(Records supplied):
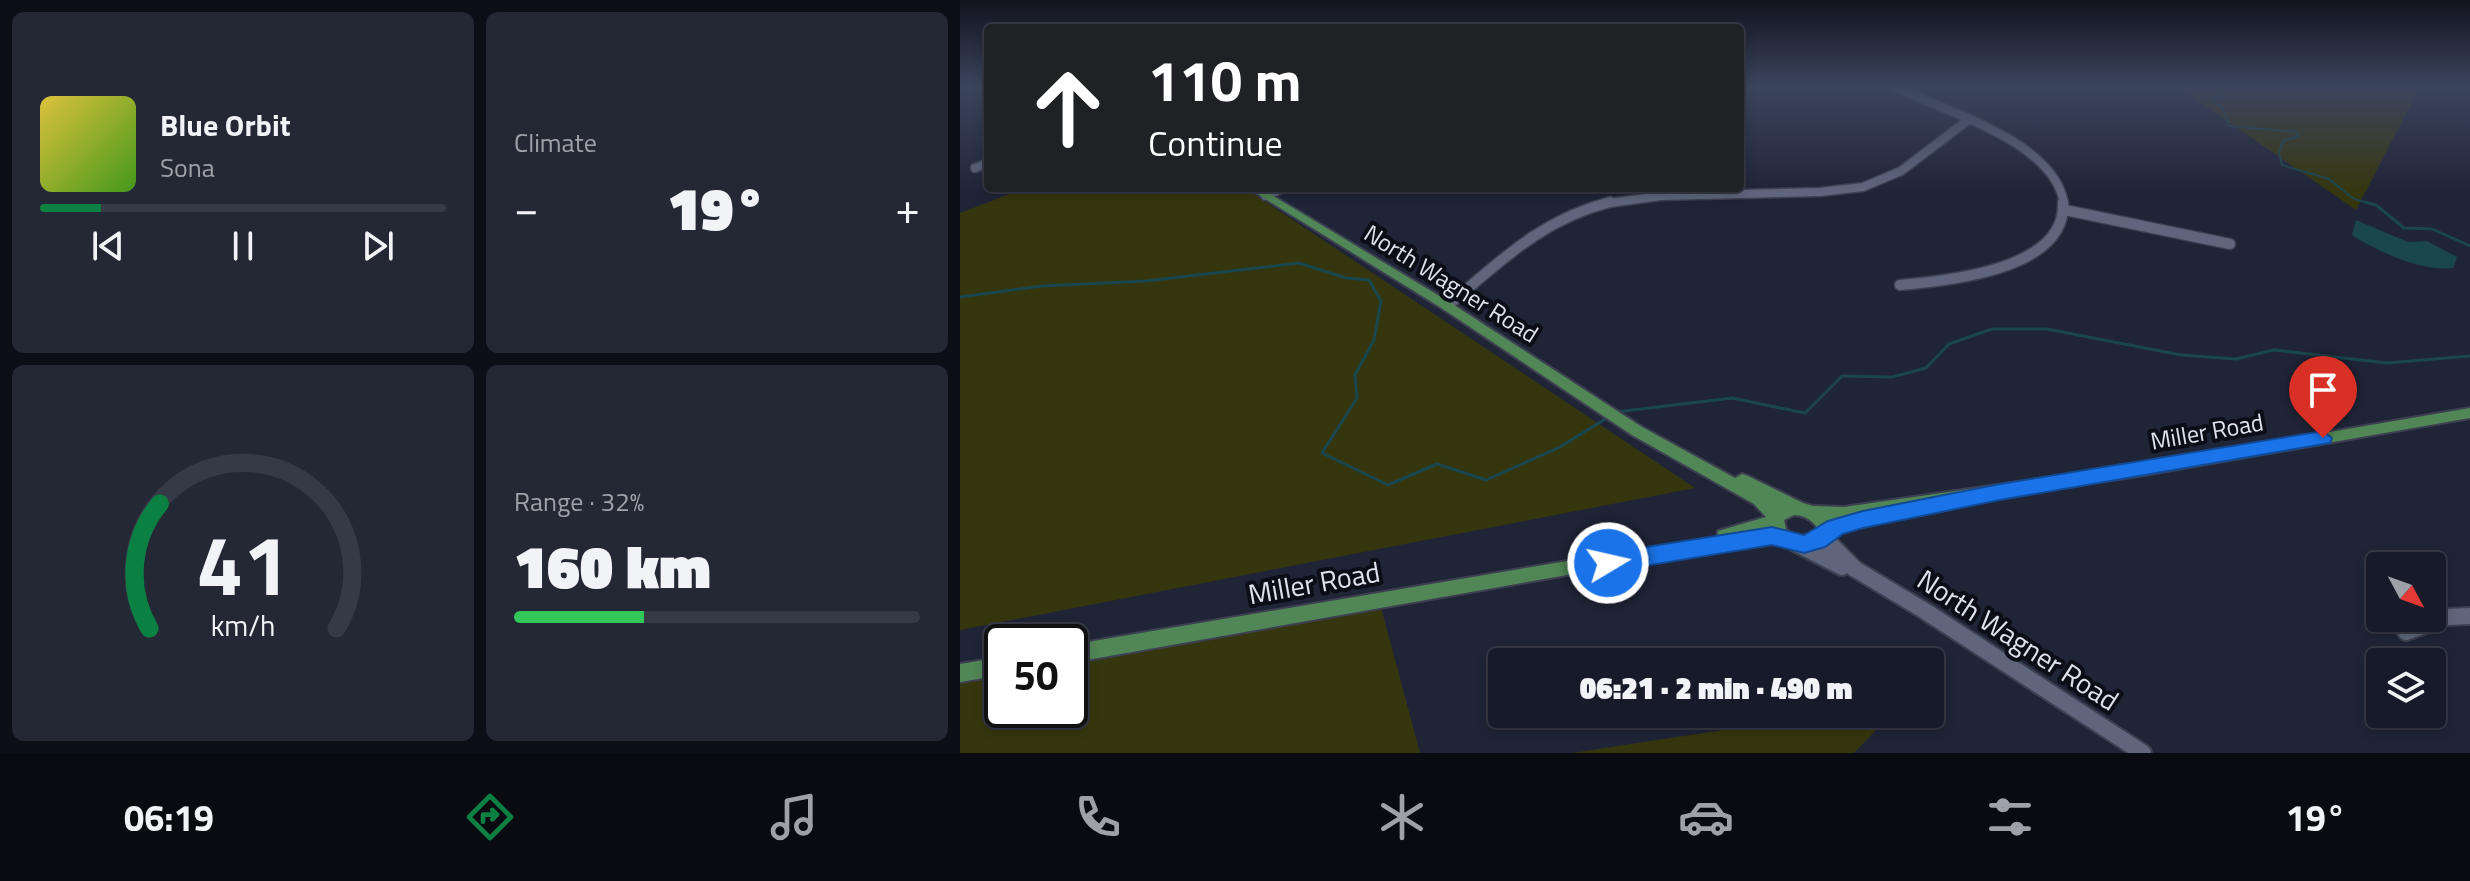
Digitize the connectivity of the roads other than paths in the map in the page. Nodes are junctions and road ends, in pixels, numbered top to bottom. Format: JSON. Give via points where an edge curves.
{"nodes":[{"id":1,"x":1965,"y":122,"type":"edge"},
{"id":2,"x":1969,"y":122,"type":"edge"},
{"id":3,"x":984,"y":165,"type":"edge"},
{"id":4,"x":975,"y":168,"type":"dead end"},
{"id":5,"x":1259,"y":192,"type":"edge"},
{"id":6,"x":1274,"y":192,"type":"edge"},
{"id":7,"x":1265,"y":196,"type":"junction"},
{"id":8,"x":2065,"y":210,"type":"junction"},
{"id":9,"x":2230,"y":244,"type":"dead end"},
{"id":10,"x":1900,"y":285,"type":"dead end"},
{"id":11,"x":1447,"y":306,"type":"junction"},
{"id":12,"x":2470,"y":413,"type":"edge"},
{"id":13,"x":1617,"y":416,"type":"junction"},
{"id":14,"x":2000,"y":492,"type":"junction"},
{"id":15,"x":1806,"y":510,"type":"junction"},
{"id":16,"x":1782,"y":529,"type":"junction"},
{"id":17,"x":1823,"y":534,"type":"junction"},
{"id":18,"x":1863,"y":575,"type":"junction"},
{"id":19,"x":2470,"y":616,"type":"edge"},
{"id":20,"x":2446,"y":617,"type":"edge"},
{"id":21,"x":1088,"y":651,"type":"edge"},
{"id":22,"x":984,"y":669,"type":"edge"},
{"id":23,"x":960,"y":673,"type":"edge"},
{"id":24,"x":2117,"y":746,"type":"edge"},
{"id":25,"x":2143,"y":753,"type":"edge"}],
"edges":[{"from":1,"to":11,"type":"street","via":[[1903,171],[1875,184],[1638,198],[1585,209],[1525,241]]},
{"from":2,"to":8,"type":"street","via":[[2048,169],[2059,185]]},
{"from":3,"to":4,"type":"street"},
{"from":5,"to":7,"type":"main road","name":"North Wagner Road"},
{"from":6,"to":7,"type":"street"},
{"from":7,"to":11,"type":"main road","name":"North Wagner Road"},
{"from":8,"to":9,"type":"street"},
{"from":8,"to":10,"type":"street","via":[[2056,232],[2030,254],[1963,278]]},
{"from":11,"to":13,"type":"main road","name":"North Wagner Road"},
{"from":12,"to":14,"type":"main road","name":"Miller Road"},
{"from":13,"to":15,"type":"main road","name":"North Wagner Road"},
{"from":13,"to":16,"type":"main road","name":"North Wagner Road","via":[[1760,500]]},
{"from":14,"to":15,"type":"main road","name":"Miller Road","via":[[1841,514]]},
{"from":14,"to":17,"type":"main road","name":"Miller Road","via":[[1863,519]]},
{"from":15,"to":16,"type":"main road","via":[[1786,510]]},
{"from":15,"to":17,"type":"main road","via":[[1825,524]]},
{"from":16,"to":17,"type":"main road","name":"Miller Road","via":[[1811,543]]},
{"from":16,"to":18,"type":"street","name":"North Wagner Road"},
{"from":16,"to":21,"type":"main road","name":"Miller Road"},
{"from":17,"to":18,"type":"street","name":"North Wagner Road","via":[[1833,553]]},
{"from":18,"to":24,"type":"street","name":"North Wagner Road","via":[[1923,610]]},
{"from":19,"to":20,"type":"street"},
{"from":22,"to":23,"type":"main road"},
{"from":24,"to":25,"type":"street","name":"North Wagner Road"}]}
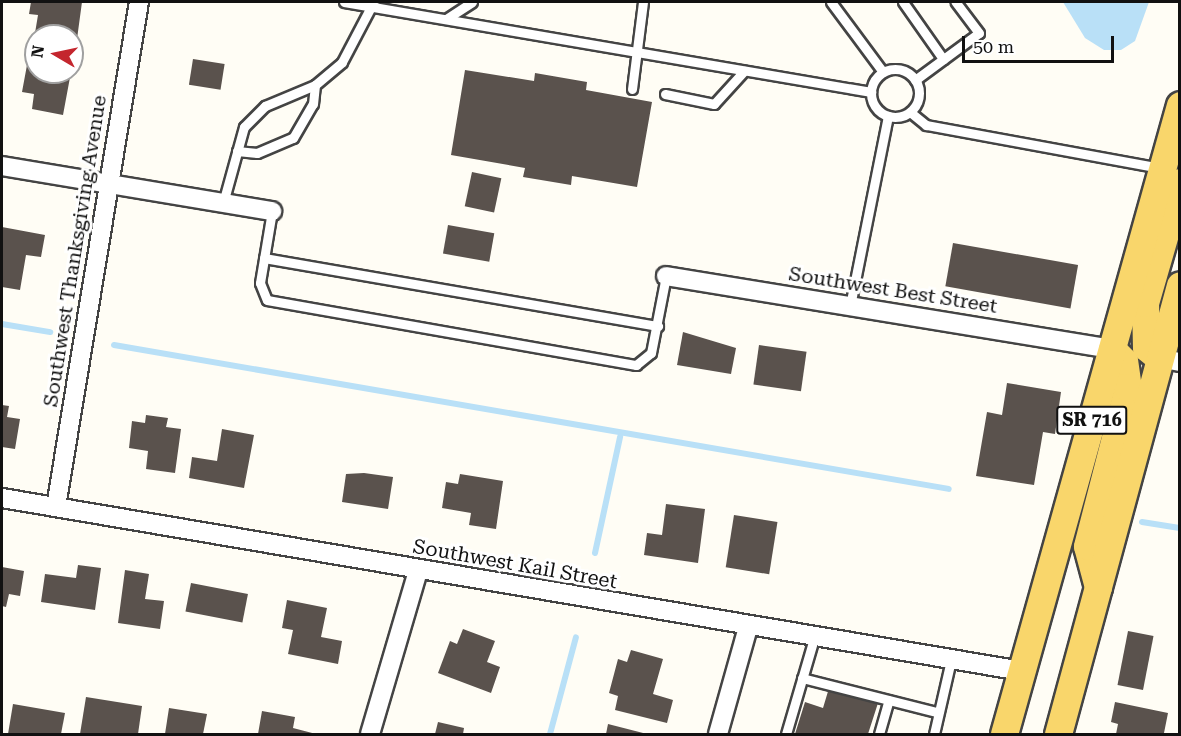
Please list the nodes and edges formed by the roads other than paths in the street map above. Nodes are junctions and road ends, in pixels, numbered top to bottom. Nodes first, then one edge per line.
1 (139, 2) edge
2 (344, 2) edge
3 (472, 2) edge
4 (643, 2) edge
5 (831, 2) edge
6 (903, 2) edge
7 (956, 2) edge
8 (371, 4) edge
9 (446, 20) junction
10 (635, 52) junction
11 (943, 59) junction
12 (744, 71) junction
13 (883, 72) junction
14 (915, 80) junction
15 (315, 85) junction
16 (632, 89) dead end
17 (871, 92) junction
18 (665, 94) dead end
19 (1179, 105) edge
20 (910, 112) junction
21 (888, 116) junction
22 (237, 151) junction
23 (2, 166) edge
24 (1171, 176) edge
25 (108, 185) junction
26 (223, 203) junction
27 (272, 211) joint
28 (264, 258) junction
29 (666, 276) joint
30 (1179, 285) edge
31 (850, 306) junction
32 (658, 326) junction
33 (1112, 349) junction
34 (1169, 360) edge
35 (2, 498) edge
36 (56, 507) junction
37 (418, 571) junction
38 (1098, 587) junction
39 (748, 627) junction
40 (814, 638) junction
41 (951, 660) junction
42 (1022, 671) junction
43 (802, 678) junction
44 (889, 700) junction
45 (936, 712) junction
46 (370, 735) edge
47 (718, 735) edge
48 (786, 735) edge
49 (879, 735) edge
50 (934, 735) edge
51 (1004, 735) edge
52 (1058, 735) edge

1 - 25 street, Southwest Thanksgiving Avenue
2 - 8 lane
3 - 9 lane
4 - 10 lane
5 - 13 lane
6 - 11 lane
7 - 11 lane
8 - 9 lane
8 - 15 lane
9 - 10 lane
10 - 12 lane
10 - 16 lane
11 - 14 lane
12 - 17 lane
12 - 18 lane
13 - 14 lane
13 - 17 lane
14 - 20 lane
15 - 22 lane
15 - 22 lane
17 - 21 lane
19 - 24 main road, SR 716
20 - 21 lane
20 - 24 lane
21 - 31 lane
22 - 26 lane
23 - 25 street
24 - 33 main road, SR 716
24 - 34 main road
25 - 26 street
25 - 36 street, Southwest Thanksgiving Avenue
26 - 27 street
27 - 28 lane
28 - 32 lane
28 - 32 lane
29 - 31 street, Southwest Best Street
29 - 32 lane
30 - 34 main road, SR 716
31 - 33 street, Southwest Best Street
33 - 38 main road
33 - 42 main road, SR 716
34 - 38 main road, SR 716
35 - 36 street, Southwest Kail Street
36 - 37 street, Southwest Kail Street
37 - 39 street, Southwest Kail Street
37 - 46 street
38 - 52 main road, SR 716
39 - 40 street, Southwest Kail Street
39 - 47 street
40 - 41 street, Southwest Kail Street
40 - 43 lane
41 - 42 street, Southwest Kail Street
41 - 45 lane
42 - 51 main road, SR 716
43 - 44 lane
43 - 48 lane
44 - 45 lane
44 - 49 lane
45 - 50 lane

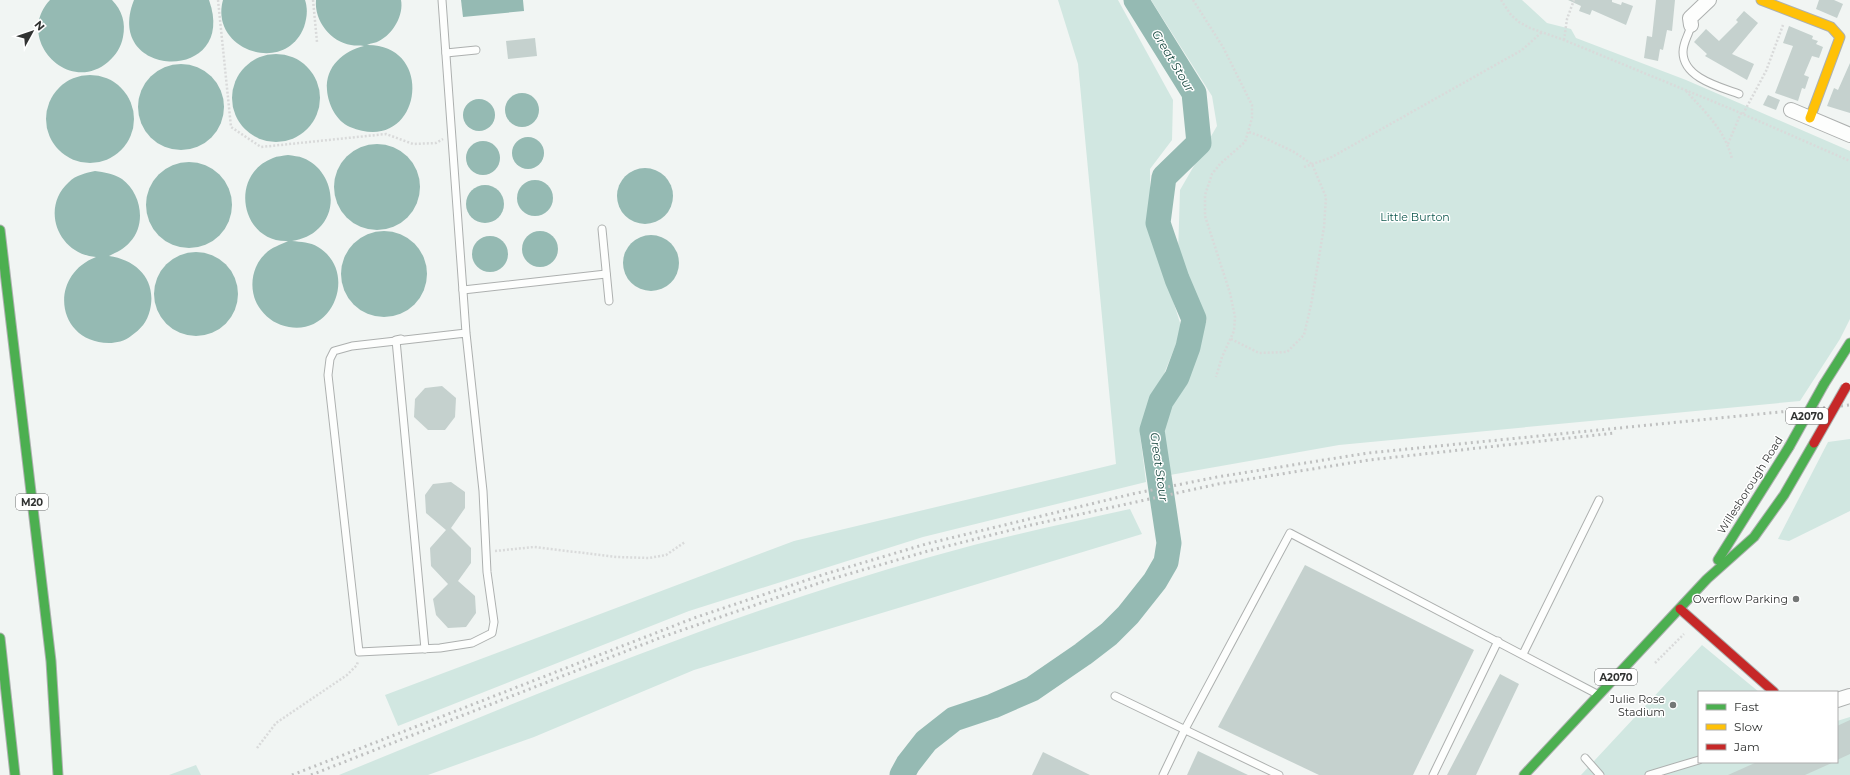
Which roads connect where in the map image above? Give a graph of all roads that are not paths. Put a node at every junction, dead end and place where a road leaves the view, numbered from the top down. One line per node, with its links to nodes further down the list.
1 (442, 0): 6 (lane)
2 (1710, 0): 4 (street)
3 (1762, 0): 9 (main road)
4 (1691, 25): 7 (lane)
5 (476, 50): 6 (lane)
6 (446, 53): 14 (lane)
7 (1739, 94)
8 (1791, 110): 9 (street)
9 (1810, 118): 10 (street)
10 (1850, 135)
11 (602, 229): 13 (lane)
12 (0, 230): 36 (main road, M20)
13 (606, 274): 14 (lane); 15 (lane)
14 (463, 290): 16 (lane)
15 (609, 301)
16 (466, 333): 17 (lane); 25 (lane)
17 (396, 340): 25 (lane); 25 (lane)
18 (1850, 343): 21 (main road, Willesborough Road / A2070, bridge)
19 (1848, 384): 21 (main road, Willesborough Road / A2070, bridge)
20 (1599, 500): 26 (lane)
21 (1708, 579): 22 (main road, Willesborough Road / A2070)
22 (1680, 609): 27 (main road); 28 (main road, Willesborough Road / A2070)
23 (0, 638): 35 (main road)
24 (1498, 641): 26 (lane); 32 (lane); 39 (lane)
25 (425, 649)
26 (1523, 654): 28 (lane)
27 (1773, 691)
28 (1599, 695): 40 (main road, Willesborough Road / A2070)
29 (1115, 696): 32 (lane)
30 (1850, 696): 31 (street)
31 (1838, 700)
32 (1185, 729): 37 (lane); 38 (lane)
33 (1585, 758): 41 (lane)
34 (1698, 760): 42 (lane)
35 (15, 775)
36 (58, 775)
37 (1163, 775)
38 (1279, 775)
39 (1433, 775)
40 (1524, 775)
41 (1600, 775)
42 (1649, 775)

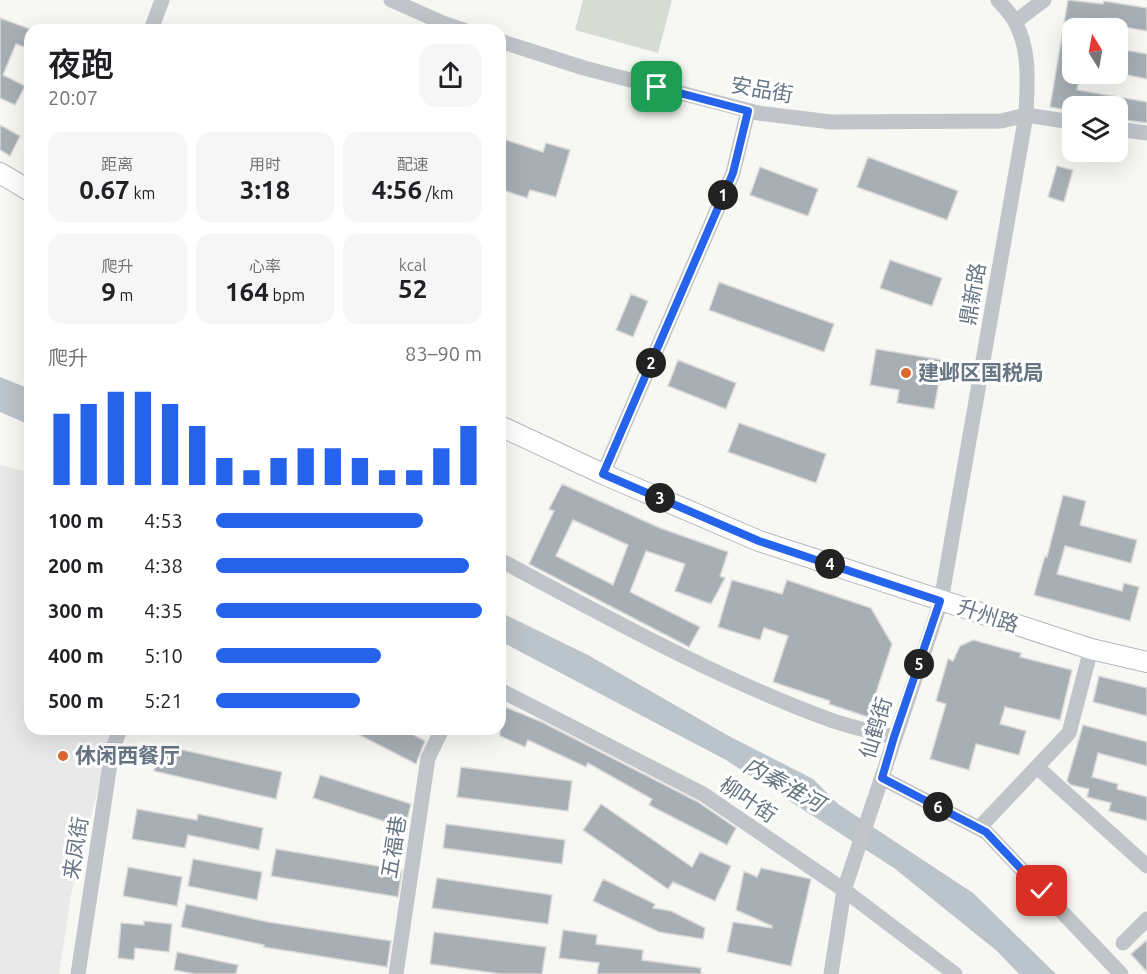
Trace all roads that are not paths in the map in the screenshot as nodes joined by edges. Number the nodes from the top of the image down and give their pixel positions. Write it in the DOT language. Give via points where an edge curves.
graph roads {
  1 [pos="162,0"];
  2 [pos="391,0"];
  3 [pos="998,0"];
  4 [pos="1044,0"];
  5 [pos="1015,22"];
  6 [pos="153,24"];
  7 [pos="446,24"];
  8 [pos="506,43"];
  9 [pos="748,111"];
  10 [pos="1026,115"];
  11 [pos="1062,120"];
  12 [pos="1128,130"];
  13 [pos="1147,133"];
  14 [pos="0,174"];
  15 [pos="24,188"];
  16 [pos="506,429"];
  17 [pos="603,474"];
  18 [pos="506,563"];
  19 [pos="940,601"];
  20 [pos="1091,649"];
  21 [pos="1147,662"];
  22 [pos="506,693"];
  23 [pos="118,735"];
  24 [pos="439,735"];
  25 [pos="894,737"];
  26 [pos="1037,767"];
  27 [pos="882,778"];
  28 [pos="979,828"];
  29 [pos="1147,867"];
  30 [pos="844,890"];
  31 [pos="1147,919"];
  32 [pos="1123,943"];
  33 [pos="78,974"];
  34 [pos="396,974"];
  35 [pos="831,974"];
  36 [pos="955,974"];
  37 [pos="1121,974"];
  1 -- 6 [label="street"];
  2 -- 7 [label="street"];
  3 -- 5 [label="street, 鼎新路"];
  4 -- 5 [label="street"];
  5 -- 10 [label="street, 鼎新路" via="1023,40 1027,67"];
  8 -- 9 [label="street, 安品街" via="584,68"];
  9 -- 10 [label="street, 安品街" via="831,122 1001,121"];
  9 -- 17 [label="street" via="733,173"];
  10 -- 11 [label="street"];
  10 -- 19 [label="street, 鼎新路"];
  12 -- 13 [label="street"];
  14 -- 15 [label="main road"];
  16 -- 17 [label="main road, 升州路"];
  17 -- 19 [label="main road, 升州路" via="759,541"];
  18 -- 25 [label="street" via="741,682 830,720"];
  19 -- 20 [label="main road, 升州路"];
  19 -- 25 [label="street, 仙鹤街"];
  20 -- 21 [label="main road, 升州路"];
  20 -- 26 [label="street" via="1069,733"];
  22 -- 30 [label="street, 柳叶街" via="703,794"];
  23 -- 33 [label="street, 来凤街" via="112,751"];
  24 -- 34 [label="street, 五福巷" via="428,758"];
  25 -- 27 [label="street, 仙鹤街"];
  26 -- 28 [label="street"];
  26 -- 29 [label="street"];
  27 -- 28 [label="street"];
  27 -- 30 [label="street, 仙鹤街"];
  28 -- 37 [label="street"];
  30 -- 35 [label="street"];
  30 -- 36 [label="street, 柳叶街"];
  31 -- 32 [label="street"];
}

(Assigned task):
Where does the string "bridge" occur in the data above? Copy every line that holds it.

(Answer area):
18 (1850, 343): 21 (main road, Willesborough Road / A2070, bridge)
19 (1848, 384): 21 (main road, Willesborough Road / A2070, bridge)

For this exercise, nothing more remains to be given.